Information shown START

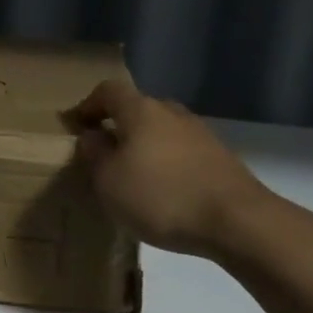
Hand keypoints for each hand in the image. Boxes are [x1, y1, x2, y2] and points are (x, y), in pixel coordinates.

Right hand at [68, 80, 262, 257]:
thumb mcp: (110, 182)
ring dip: (143, 146)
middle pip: (138, 109)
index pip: (109, 91)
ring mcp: (200, 133)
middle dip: (117, 126)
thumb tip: (92, 136)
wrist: (237, 220)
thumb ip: (95, 155)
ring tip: (132, 175)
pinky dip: (165, 163)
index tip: (75, 125)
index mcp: (141, 110)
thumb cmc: (161, 196)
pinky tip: (163, 190)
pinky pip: (181, 151)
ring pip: (161, 131)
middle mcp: (172, 113)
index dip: (88, 105)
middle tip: (102, 152)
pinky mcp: (219, 157)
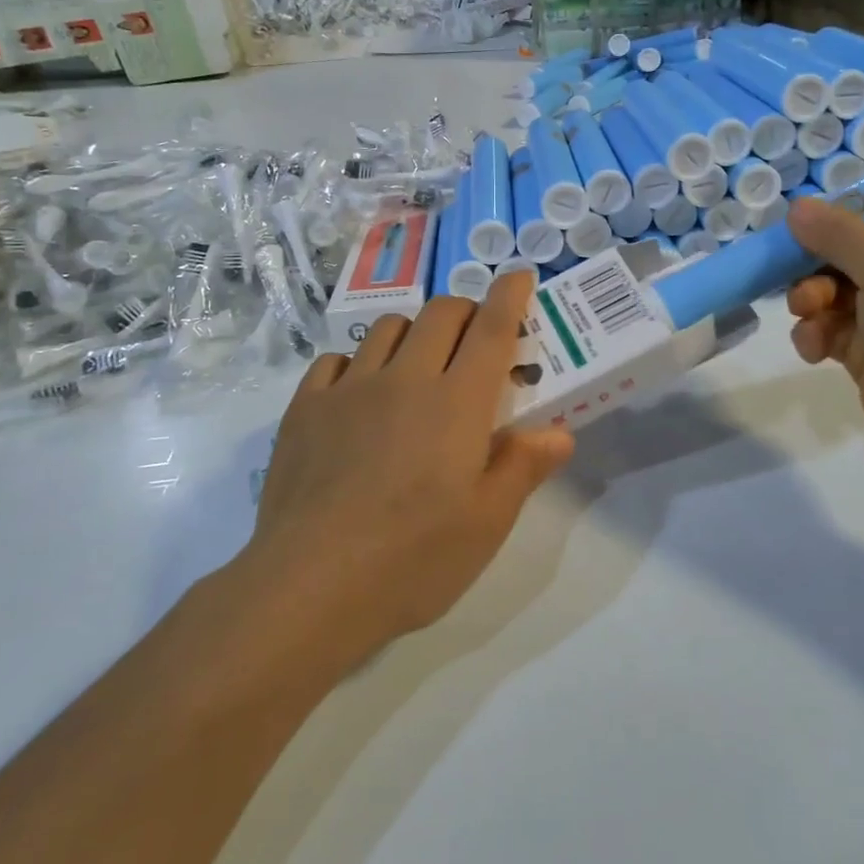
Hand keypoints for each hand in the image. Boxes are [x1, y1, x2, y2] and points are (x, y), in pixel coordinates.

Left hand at [238, 274, 573, 670]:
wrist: (310, 587)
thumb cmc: (414, 559)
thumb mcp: (487, 523)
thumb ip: (524, 467)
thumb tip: (558, 432)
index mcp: (457, 403)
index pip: (491, 329)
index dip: (509, 295)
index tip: (519, 276)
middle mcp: (405, 379)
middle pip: (440, 314)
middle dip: (465, 311)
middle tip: (475, 338)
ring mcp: (349, 390)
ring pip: (387, 328)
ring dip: (414, 331)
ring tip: (419, 365)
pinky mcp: (305, 409)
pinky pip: (336, 360)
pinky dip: (358, 363)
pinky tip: (360, 395)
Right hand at [784, 193, 863, 497]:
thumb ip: (840, 235)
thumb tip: (797, 208)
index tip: (854, 192)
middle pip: (860, 243)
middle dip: (821, 254)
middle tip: (797, 262)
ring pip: (834, 287)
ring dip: (811, 297)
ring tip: (809, 313)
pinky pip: (828, 328)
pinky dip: (816, 334)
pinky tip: (814, 349)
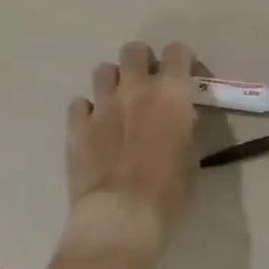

Information shown END

Write out all the entries word for word, but drop the pictures.

Hand keypoints for each hand in the image. Boxes are [x1, y1, x2, y2] and points are (x, y), in pixel coordinates.

Right hand at [68, 80, 262, 257]:
thumb mcp: (110, 182)
ring dip: (143, 146)
middle pip: (138, 109)
index pip: (109, 91)
ring mcp: (200, 133)
middle dip: (117, 126)
thumb tip: (92, 136)
wrist: (237, 220)
thumb ip: (95, 155)
ring tip: (132, 175)
pinky dip: (165, 163)
index tip: (75, 125)
index mcp: (141, 110)
thumb cmc: (161, 196)
pinky tip: (163, 190)
pinky pip: (181, 151)
ring pip: (161, 131)
middle mcp: (172, 113)
index dip: (88, 105)
middle tip: (102, 152)
pinky mcp: (219, 157)
Hand keypoints for each hand in the image. Boxes are [x1, y1, x2, y2] and points are (x, y), in pixel coordinates.

Left hand at [238, 274, 573, 670]:
wrist: (310, 587)
thumb cmc: (414, 559)
thumb mcp: (487, 523)
thumb ip: (524, 467)
thumb tip: (558, 432)
index mcp: (457, 403)
index pip: (491, 329)
index dip: (509, 295)
index tip: (519, 276)
middle mcp: (405, 379)
middle pip: (440, 314)
middle dip: (465, 311)
middle tip: (475, 338)
ring mcp: (349, 390)
ring pip: (387, 328)
ring dip: (414, 331)
ring tip: (419, 365)
pinky mcp: (305, 409)
pinky pip: (336, 360)
pinky dip: (358, 363)
pinky tip: (360, 395)
Right hand at [784, 193, 863, 497]:
thumb ip: (840, 235)
thumb tip: (797, 208)
index tip: (854, 192)
middle pip: (860, 243)
middle dip: (821, 254)
middle tip: (797, 262)
ring pip: (834, 287)
ring dip: (811, 297)
ring tip: (809, 313)
pinky pip: (828, 328)
pinky dip: (816, 334)
pinky tip: (814, 349)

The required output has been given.